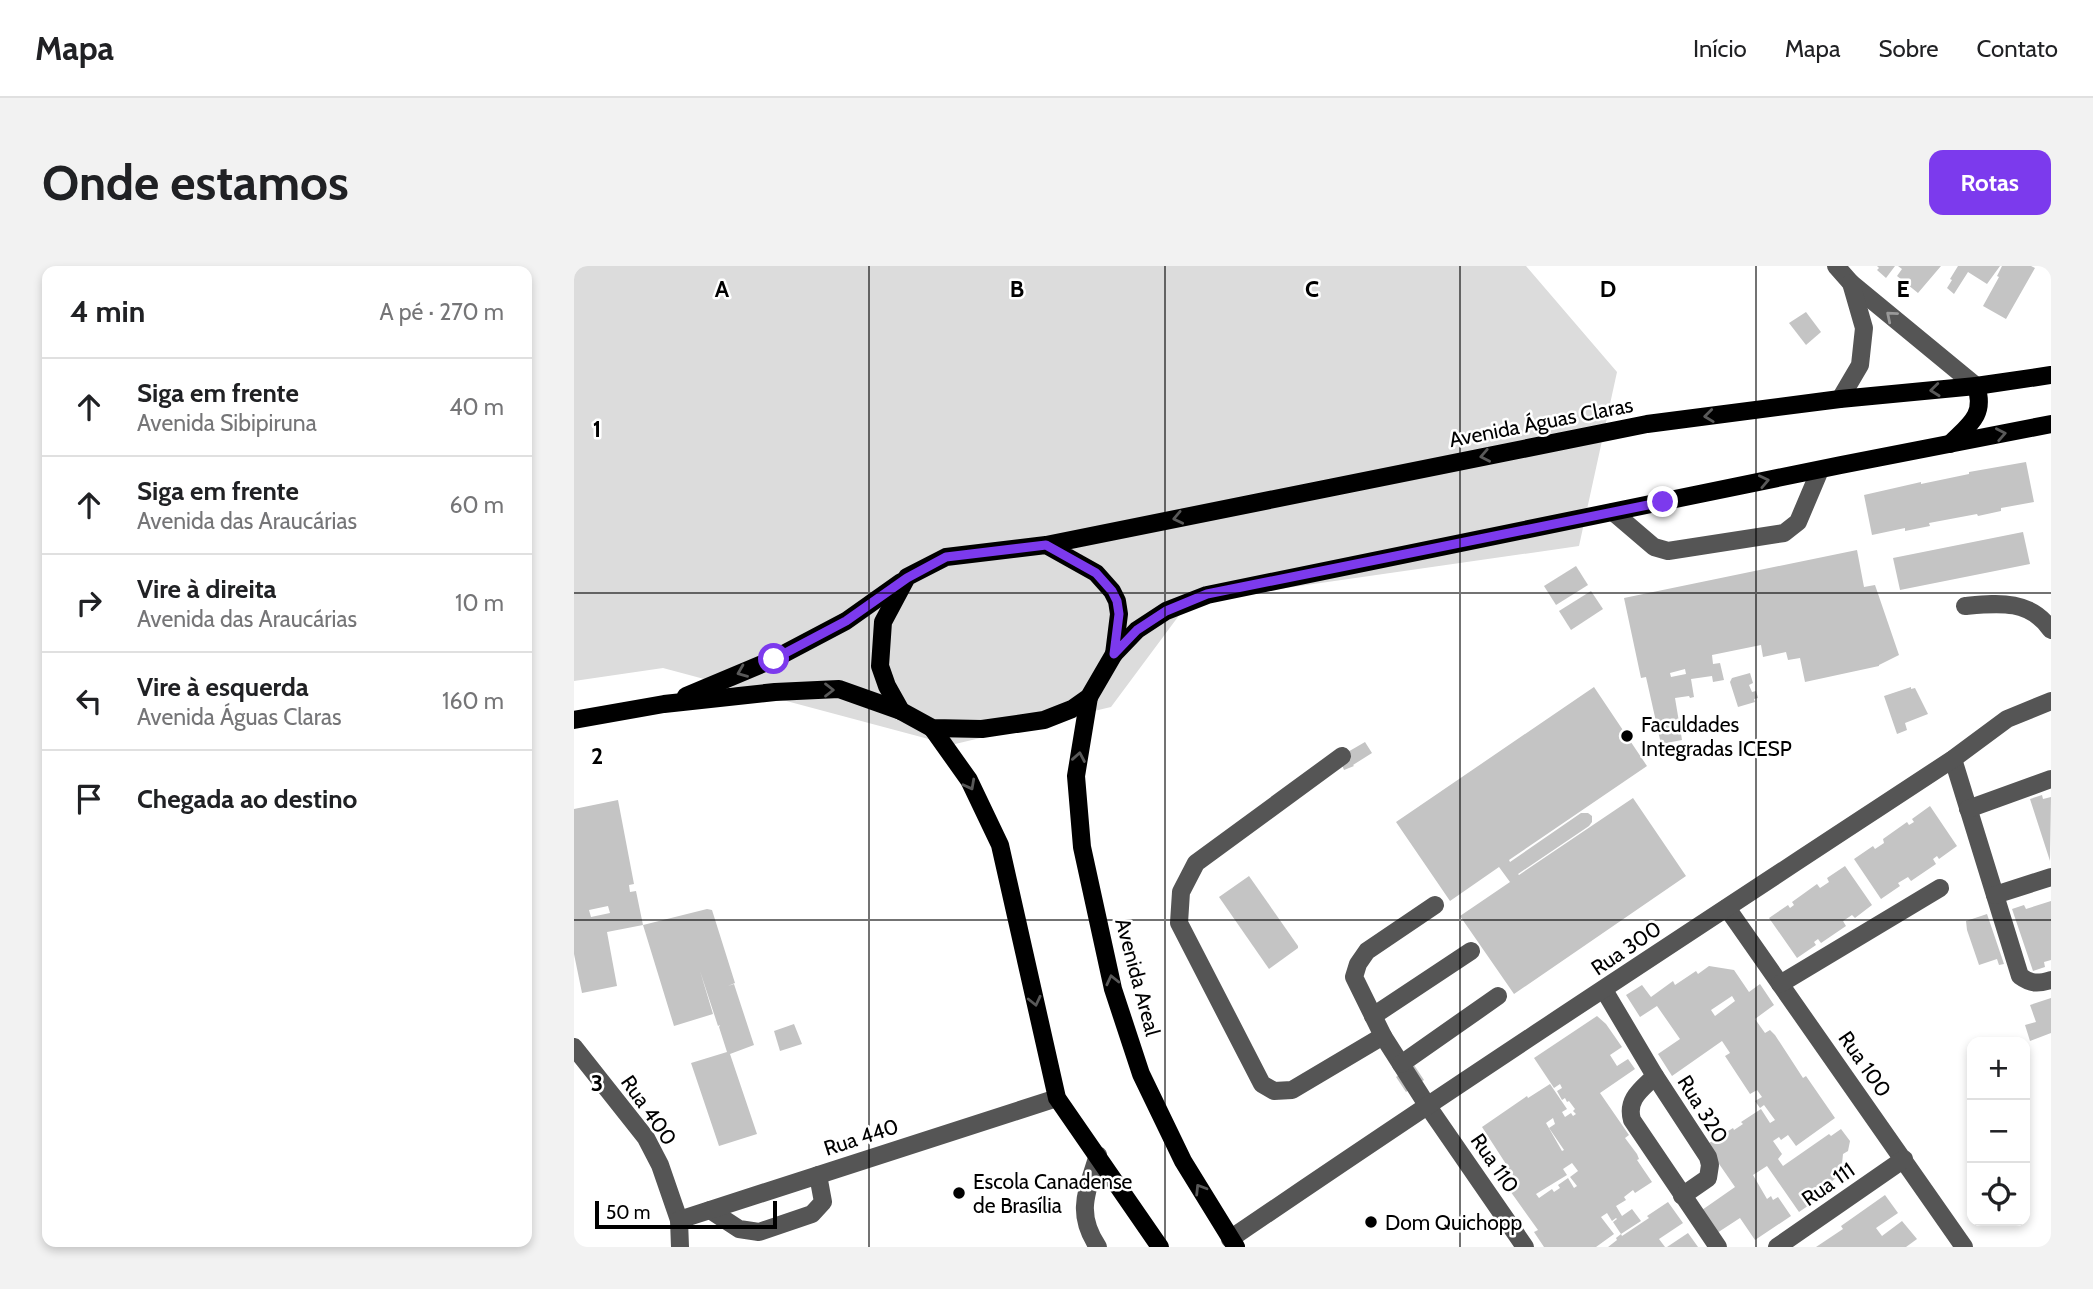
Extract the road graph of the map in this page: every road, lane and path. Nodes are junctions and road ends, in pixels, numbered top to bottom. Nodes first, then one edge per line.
1 (1838, 267) edge
2 (1851, 283) junction
3 (2051, 375) edge
4 (1976, 386) junction
5 (1840, 399) junction
6 (2051, 424) edge
7 (1950, 444) junction
8 (1820, 470) junction
9 (1613, 512) junction
10 (1046, 545) junction
11 (907, 578) junction
12 (1965, 606) dead end
13 (2051, 631) edge
14 (1114, 654) junction
15 (1089, 697) junction
16 (2051, 701) edge
17 (664, 704) junction
18 (901, 711) junction
19 (574, 720) edge
20 (932, 728) junction
21 (1342, 756) dead end
22 (1953, 759) junction
23 (2051, 779) edge
24 (1968, 808) junction
25 (2051, 877) edge
26 (1940, 888) dead end
27 (1994, 895) junction
28 (1434, 905) dead end
29 (1727, 908) junction
30 (1471, 951) dead end
31 (2051, 980) edge
32 (1780, 984) junction
33 (1604, 990) junction
34 (1498, 996) dead end
35 (1373, 1016) junction
36 (1382, 1036) junction
37 (574, 1047) edge
38 (1401, 1064) junction
39 (1655, 1076) junction
40 (1058, 1098) junction
41 (1427, 1105) junction
42 (1098, 1155) junction
43 (1904, 1159) junction
44 (818, 1175) junction
45 (1682, 1196) junction
46 (710, 1210) junction
47 (679, 1220) junction
48 (1233, 1243) edge
49 (680, 1247) edge
50 (1098, 1247) edge
51 (1160, 1247) edge
52 (1525, 1247) edge
53 (1718, 1247) edge
54 (1777, 1247) edge
55 (1964, 1247) edge

1 - 2 street
4 -> 2 street
2 - 5 street
3 - 4 main road, Avenida Águas Claras
4 -> 5 main road, Avenida Águas Claras
4 - 7 main road
5 -> 10 main road, Avenida Águas Claras
7 -> 6 main road
7 - 8 main road
9 -> 8 main road
8 - 9 street
9 - 14 main road
10 - 11 main road
10 - 14 main road
11 -> 17 main road
11 - 18 main road
12 - 13 street
14 - 15 main road
15 - 20 main road
48 -> 15 main road, Avenida Areal
16 - 22 street, Rua 300
17 -> 18 main road
17 - 19 main road
18 - 20 main road
20 -> 40 main road
21 - 36 street
22 - 24 street
22 - 29 street, Rua 300
23 - 24 street
24 - 27 street
25 - 27 street
26 - 32 street
27 - 31 street
28 - 35 street, Rua 110
29 - 32 street, Rua 100
29 - 33 street, Rua 300
30 - 35 street
32 - 43 street, Rua 100
33 - 39 street, Rua 320
33 - 41 street, Rua 300
34 - 38 street
35 - 36 street, Rua 110
36 - 38 street, Rua 110
37 - 47 street, Rua 400
38 - 41 street, Rua 110
39 - 45 street, Rua 320
39 - 45 street, Rua 320
40 - 42 main road
40 - 44 street, Rua 440
41 - 48 street, Rua 300
41 - 52 street, Rua 110
42 - 50 street
42 - 51 main road
43 - 54 street, Rua 111
43 - 55 street, Rua 100
44 - 46 street, Rua 440
44 - 46 street
45 - 53 street, Rua 320
46 - 47 street, Rua 440
47 - 49 street, Rua 400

☆ ☆ ☆

• Work request: Would you return all the data exactly as given, minus the pictures?

• Exercise response:
Extract the road graph of the map in this page: every road, lane and path. Nodes are junctions and road ends, in pixels, numbered top to bottom. Nodes first, then one edge per line.
1 (1838, 267) edge
2 (1851, 283) junction
3 (2051, 375) edge
4 (1976, 386) junction
5 (1840, 399) junction
6 (2051, 424) edge
7 (1950, 444) junction
8 (1820, 470) junction
9 (1613, 512) junction
10 (1046, 545) junction
11 (907, 578) junction
12 (1965, 606) dead end
13 (2051, 631) edge
14 (1114, 654) junction
15 (1089, 697) junction
16 (2051, 701) edge
17 (664, 704) junction
18 (901, 711) junction
19 (574, 720) edge
20 (932, 728) junction
21 (1342, 756) dead end
22 (1953, 759) junction
23 (2051, 779) edge
24 (1968, 808) junction
25 (2051, 877) edge
26 (1940, 888) dead end
27 (1994, 895) junction
28 (1434, 905) dead end
29 (1727, 908) junction
30 (1471, 951) dead end
31 (2051, 980) edge
32 (1780, 984) junction
33 (1604, 990) junction
34 (1498, 996) dead end
35 (1373, 1016) junction
36 (1382, 1036) junction
37 (574, 1047) edge
38 (1401, 1064) junction
39 (1655, 1076) junction
40 (1058, 1098) junction
41 (1427, 1105) junction
42 (1098, 1155) junction
43 (1904, 1159) junction
44 (818, 1175) junction
45 (1682, 1196) junction
46 (710, 1210) junction
47 (679, 1220) junction
48 (1233, 1243) edge
49 (680, 1247) edge
50 (1098, 1247) edge
51 (1160, 1247) edge
52 (1525, 1247) edge
53 (1718, 1247) edge
54 (1777, 1247) edge
55 (1964, 1247) edge

1 - 2 street
4 -> 2 street
2 - 5 street
3 - 4 main road, Avenida Águas Claras
4 -> 5 main road, Avenida Águas Claras
4 - 7 main road
5 -> 10 main road, Avenida Águas Claras
7 -> 6 main road
7 - 8 main road
9 -> 8 main road
8 - 9 street
9 - 14 main road
10 - 11 main road
10 - 14 main road
11 -> 17 main road
11 - 18 main road
12 - 13 street
14 - 15 main road
15 - 20 main road
48 -> 15 main road, Avenida Areal
16 - 22 street, Rua 300
17 -> 18 main road
17 - 19 main road
18 - 20 main road
20 -> 40 main road
21 - 36 street
22 - 24 street
22 - 29 street, Rua 300
23 - 24 street
24 - 27 street
25 - 27 street
26 - 32 street
27 - 31 street
28 - 35 street, Rua 110
29 - 32 street, Rua 100
29 - 33 street, Rua 300
30 - 35 street
32 - 43 street, Rua 100
33 - 39 street, Rua 320
33 - 41 street, Rua 300
34 - 38 street
35 - 36 street, Rua 110
36 - 38 street, Rua 110
37 - 47 street, Rua 400
38 - 41 street, Rua 110
39 - 45 street, Rua 320
39 - 45 street, Rua 320
40 - 42 main road
40 - 44 street, Rua 440
41 - 48 street, Rua 300
41 - 52 street, Rua 110
42 - 50 street
42 - 51 main road
43 - 54 street, Rua 111
43 - 55 street, Rua 100
44 - 46 street, Rua 440
44 - 46 street
45 - 53 street, Rua 320
46 - 47 street, Rua 440
47 - 49 street, Rua 400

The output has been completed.